Work item = A word-for-word copy of the records below is required.

Data =

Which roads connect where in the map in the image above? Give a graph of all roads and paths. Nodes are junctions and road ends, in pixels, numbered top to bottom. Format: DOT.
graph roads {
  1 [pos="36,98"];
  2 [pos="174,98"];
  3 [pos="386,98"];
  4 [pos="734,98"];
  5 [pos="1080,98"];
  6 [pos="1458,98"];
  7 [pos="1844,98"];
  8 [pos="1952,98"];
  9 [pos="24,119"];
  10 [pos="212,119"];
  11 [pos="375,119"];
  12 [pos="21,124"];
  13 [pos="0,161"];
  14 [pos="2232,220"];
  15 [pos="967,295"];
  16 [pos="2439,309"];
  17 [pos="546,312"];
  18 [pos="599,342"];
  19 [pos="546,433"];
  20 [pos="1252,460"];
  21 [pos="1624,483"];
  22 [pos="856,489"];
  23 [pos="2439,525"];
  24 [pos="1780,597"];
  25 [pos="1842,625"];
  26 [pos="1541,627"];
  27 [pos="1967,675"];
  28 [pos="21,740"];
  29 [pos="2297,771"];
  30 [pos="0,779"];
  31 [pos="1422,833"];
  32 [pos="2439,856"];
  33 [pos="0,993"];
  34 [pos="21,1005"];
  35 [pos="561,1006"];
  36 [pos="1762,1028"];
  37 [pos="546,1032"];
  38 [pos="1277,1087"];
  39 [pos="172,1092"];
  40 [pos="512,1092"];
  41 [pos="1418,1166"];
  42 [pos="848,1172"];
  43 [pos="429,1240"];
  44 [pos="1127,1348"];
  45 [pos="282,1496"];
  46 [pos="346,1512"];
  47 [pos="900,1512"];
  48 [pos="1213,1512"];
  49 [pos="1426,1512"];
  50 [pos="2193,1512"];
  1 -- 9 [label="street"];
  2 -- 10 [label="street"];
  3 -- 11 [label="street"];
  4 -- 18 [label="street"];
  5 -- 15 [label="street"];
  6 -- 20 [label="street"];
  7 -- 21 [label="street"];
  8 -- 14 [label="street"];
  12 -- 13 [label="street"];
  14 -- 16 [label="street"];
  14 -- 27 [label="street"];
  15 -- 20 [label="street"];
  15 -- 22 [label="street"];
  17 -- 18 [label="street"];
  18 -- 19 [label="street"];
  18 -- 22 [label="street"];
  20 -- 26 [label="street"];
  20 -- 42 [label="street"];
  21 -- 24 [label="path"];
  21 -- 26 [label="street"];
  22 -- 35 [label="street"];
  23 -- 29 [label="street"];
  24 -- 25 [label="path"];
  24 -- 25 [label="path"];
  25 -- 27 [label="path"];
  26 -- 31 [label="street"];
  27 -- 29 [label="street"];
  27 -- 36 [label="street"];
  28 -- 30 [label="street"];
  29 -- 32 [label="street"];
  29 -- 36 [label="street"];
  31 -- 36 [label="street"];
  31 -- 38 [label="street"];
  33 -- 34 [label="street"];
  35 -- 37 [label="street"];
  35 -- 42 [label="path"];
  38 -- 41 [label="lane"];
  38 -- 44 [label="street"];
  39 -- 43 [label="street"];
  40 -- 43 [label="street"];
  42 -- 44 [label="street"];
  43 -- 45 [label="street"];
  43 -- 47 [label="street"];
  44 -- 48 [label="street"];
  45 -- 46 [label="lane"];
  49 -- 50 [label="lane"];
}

Written response =
Which roads connect where in the map in the image above? Give a graph of all roads and paths. Nodes are junctions and road ends, in pixels, numbered top to bottom. Format: DOT.
graph roads {
  1 [pos="36,98"];
  2 [pos="174,98"];
  3 [pos="386,98"];
  4 [pos="734,98"];
  5 [pos="1080,98"];
  6 [pos="1458,98"];
  7 [pos="1844,98"];
  8 [pos="1952,98"];
  9 [pos="24,119"];
  10 [pos="212,119"];
  11 [pos="375,119"];
  12 [pos="21,124"];
  13 [pos="0,161"];
  14 [pos="2232,220"];
  15 [pos="967,295"];
  16 [pos="2439,309"];
  17 [pos="546,312"];
  18 [pos="599,342"];
  19 [pos="546,433"];
  20 [pos="1252,460"];
  21 [pos="1624,483"];
  22 [pos="856,489"];
  23 [pos="2439,525"];
  24 [pos="1780,597"];
  25 [pos="1842,625"];
  26 [pos="1541,627"];
  27 [pos="1967,675"];
  28 [pos="21,740"];
  29 [pos="2297,771"];
  30 [pos="0,779"];
  31 [pos="1422,833"];
  32 [pos="2439,856"];
  33 [pos="0,993"];
  34 [pos="21,1005"];
  35 [pos="561,1006"];
  36 [pos="1762,1028"];
  37 [pos="546,1032"];
  38 [pos="1277,1087"];
  39 [pos="172,1092"];
  40 [pos="512,1092"];
  41 [pos="1418,1166"];
  42 [pos="848,1172"];
  43 [pos="429,1240"];
  44 [pos="1127,1348"];
  45 [pos="282,1496"];
  46 [pos="346,1512"];
  47 [pos="900,1512"];
  48 [pos="1213,1512"];
  49 [pos="1426,1512"];
  50 [pos="2193,1512"];
  1 -- 9 [label="street"];
  2 -- 10 [label="street"];
  3 -- 11 [label="street"];
  4 -- 18 [label="street"];
  5 -- 15 [label="street"];
  6 -- 20 [label="street"];
  7 -- 21 [label="street"];
  8 -- 14 [label="street"];
  12 -- 13 [label="street"];
  14 -- 16 [label="street"];
  14 -- 27 [label="street"];
  15 -- 20 [label="street"];
  15 -- 22 [label="street"];
  17 -- 18 [label="street"];
  18 -- 19 [label="street"];
  18 -- 22 [label="street"];
  20 -- 26 [label="street"];
  20 -- 42 [label="street"];
  21 -- 24 [label="path"];
  21 -- 26 [label="street"];
  22 -- 35 [label="street"];
  23 -- 29 [label="street"];
  24 -- 25 [label="path"];
  24 -- 25 [label="path"];
  25 -- 27 [label="path"];
  26 -- 31 [label="street"];
  27 -- 29 [label="street"];
  27 -- 36 [label="street"];
  28 -- 30 [label="street"];
  29 -- 32 [label="street"];
  29 -- 36 [label="street"];
  31 -- 36 [label="street"];
  31 -- 38 [label="street"];
  33 -- 34 [label="street"];
  35 -- 37 [label="street"];
  35 -- 42 [label="path"];
  38 -- 41 [label="lane"];
  38 -- 44 [label="street"];
  39 -- 43 [label="street"];
  40 -- 43 [label="street"];
  42 -- 44 [label="street"];
  43 -- 45 [label="street"];
  43 -- 47 [label="street"];
  44 -- 48 [label="street"];
  45 -- 46 [label="lane"];
  49 -- 50 [label="lane"];
}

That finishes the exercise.